▸ Work task
What lines below include the string "Left"? Pick them out and copy them.
◆ ◆ ◆ ◆
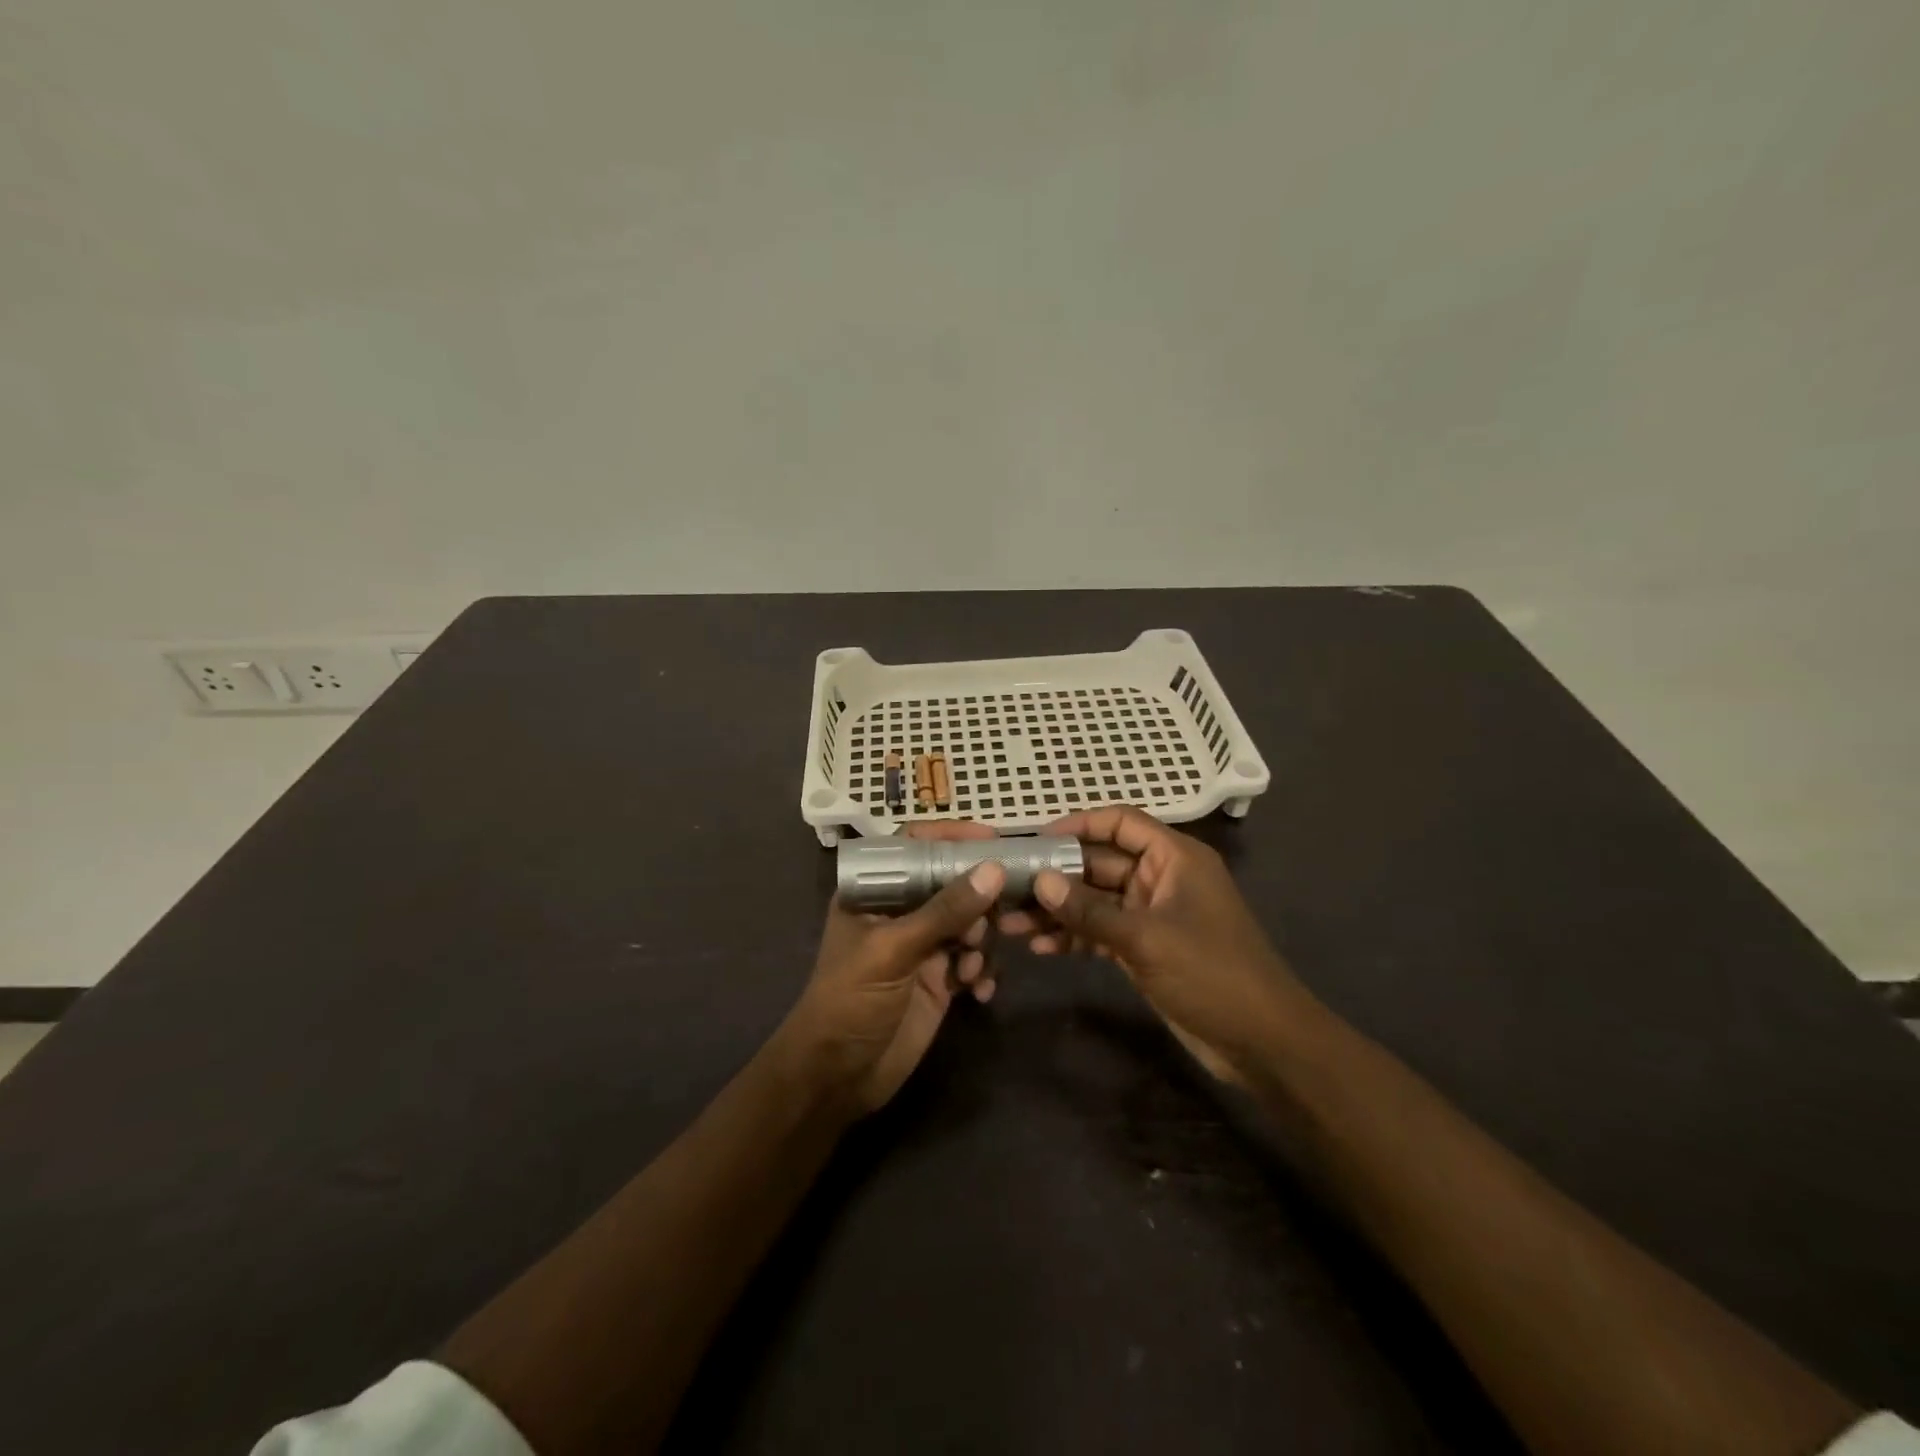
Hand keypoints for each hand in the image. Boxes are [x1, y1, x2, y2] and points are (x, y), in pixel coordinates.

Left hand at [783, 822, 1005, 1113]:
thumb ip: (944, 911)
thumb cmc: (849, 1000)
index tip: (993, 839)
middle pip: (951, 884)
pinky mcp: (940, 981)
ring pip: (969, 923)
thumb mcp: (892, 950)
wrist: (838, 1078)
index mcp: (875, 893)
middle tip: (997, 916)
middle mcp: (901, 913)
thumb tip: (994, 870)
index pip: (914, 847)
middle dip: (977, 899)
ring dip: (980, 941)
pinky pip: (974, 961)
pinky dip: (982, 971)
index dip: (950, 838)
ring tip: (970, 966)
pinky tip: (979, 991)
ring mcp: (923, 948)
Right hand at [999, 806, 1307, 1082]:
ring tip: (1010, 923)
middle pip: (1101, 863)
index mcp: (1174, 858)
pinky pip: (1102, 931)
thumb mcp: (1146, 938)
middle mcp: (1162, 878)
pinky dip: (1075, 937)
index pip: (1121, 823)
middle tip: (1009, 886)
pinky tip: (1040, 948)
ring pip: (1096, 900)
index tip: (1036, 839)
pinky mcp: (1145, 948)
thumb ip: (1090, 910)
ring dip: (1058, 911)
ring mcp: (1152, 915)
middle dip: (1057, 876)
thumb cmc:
◆ ◆ ◆ ◆
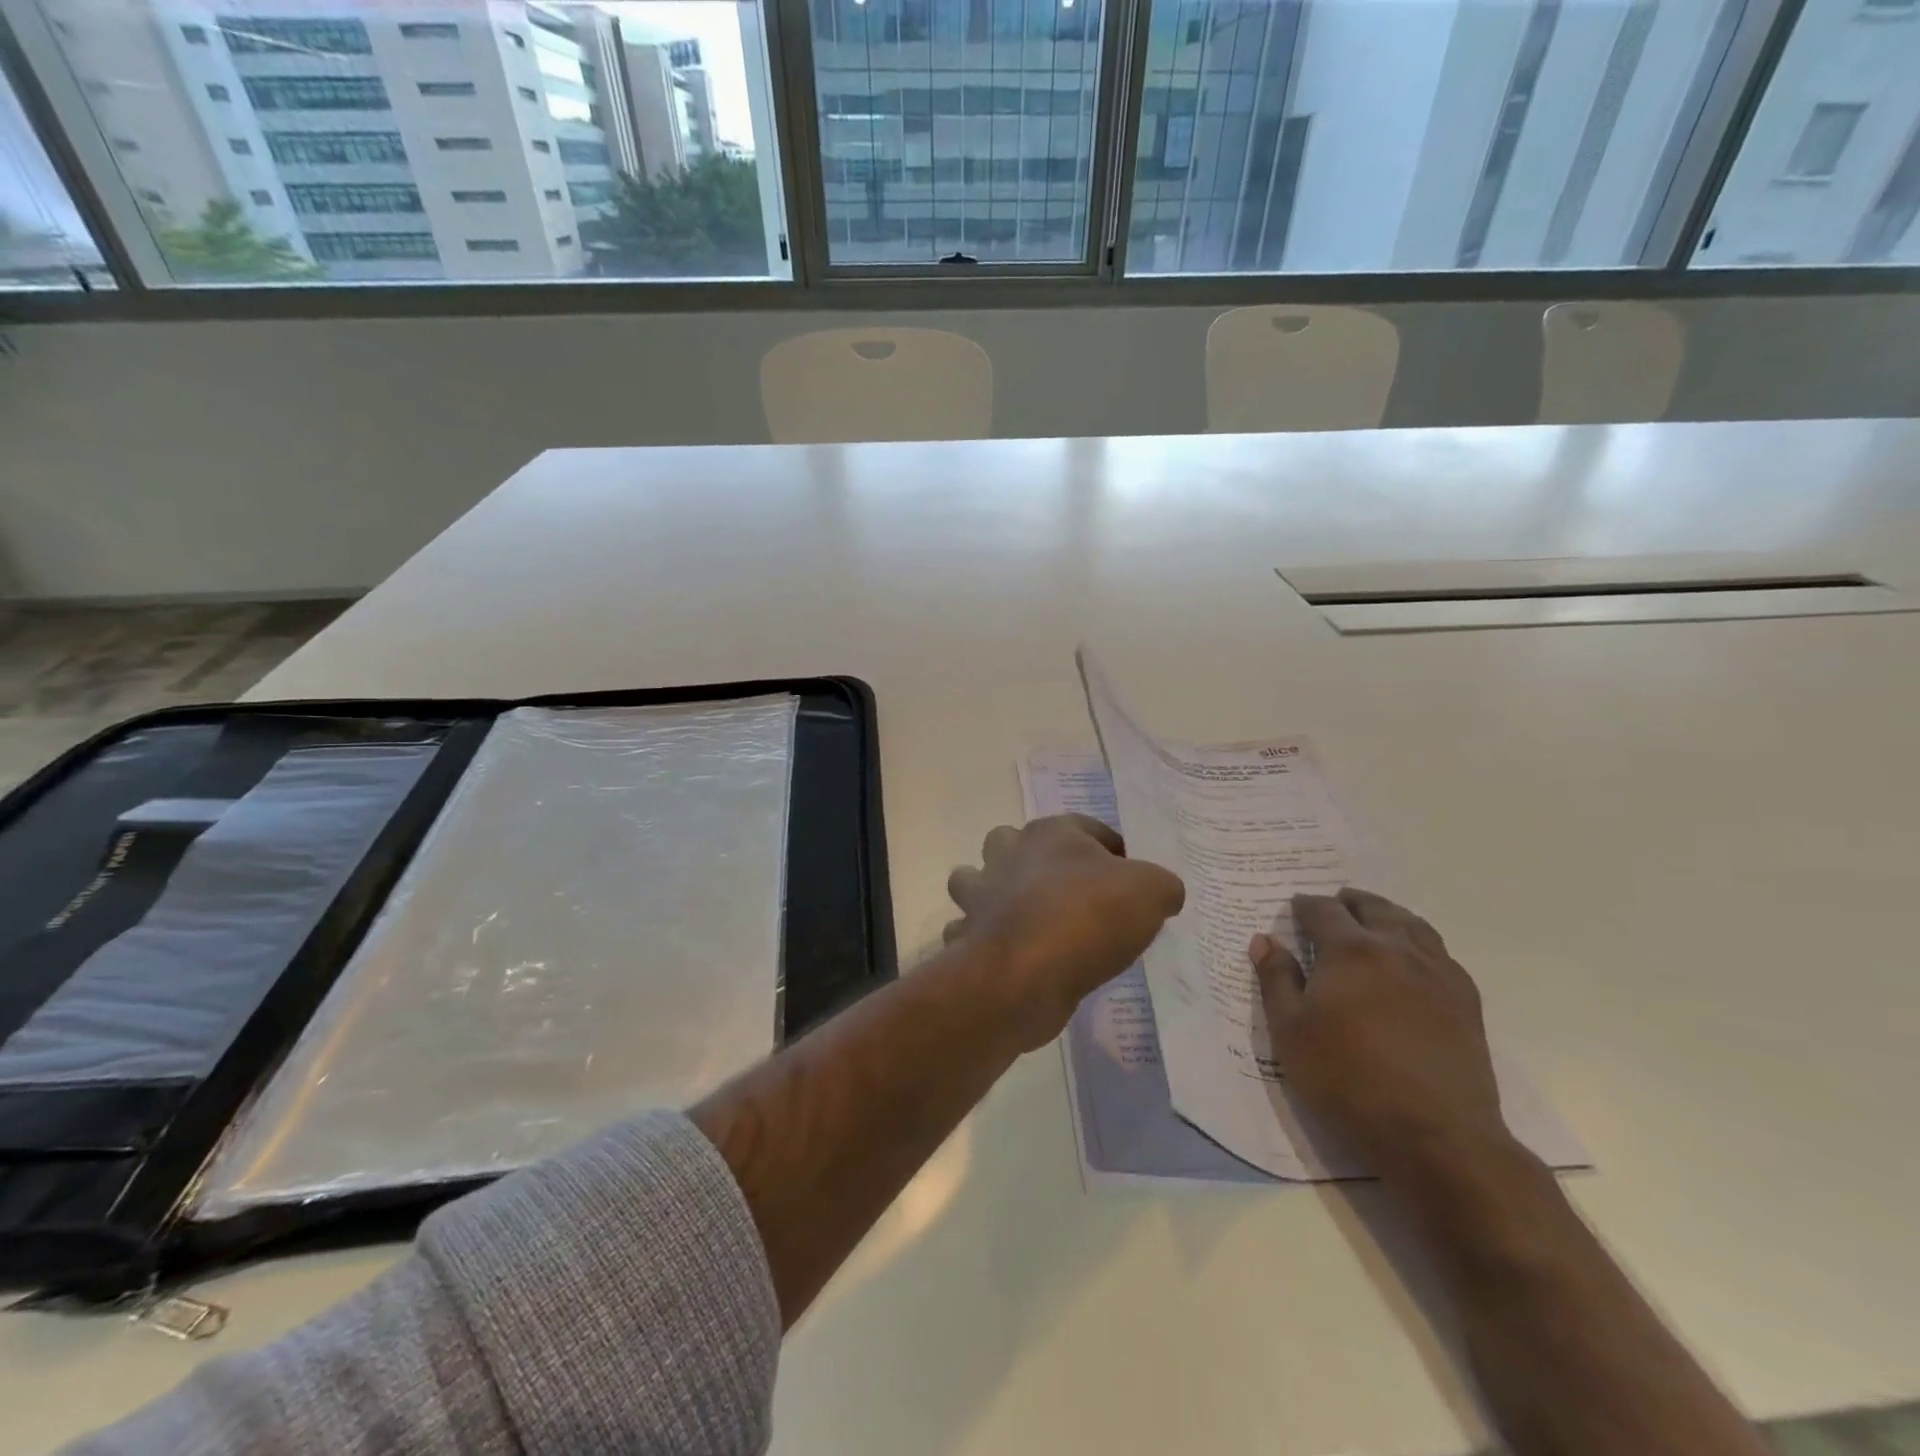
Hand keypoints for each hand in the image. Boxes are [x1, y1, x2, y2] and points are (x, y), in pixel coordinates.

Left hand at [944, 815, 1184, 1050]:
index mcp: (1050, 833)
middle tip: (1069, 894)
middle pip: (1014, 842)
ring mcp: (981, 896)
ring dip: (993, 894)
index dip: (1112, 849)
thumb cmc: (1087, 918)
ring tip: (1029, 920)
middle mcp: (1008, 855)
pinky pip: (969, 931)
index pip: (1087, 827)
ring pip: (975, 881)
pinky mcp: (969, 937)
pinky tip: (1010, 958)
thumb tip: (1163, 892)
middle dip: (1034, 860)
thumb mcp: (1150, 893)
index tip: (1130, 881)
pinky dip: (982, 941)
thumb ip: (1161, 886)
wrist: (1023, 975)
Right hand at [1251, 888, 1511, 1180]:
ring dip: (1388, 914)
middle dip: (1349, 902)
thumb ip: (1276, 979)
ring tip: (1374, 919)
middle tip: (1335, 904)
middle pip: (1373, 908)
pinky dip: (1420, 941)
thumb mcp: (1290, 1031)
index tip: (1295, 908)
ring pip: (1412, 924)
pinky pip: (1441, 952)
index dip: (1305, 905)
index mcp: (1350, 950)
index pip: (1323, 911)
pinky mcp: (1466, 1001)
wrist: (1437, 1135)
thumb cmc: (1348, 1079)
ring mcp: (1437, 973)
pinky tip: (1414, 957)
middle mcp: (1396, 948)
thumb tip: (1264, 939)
◆ ◆ ◆ ◆
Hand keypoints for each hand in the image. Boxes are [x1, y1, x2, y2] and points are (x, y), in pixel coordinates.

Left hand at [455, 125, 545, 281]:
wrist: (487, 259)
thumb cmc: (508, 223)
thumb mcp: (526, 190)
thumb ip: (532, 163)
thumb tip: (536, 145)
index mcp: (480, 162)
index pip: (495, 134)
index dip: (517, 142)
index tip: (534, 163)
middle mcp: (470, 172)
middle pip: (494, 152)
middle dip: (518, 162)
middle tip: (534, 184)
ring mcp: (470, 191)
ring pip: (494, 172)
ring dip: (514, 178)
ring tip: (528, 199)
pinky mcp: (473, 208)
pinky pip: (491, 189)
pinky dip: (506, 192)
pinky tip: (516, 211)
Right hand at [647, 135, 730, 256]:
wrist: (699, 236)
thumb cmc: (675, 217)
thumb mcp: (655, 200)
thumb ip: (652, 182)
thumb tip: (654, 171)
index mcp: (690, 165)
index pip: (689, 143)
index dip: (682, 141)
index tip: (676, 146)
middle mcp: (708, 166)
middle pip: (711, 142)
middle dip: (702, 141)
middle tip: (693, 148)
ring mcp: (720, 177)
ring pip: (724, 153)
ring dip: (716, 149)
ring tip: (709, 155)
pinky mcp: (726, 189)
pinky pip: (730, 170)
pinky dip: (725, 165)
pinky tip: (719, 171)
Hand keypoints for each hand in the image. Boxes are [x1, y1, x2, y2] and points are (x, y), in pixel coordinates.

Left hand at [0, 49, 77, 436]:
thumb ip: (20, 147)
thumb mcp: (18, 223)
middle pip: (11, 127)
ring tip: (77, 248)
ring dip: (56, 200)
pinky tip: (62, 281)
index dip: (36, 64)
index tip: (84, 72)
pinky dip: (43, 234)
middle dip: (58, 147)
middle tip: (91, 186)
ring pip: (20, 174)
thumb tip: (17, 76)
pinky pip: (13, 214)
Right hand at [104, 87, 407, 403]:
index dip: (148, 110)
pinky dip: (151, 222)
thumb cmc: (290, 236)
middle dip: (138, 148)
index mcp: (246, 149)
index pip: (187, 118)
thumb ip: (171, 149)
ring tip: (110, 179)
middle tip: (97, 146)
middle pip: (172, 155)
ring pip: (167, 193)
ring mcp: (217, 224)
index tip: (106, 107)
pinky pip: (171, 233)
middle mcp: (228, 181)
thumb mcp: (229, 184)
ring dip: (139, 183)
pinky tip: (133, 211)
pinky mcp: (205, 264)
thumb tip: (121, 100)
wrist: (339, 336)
◆ ◆ ◆ ◆
▸ Finished task
Left hand at [783, 822, 1005, 1113]:
Left hand at [944, 815, 1184, 1050]:
Left hand at [455, 125, 545, 281]:
Left hand at [0, 49, 77, 436]:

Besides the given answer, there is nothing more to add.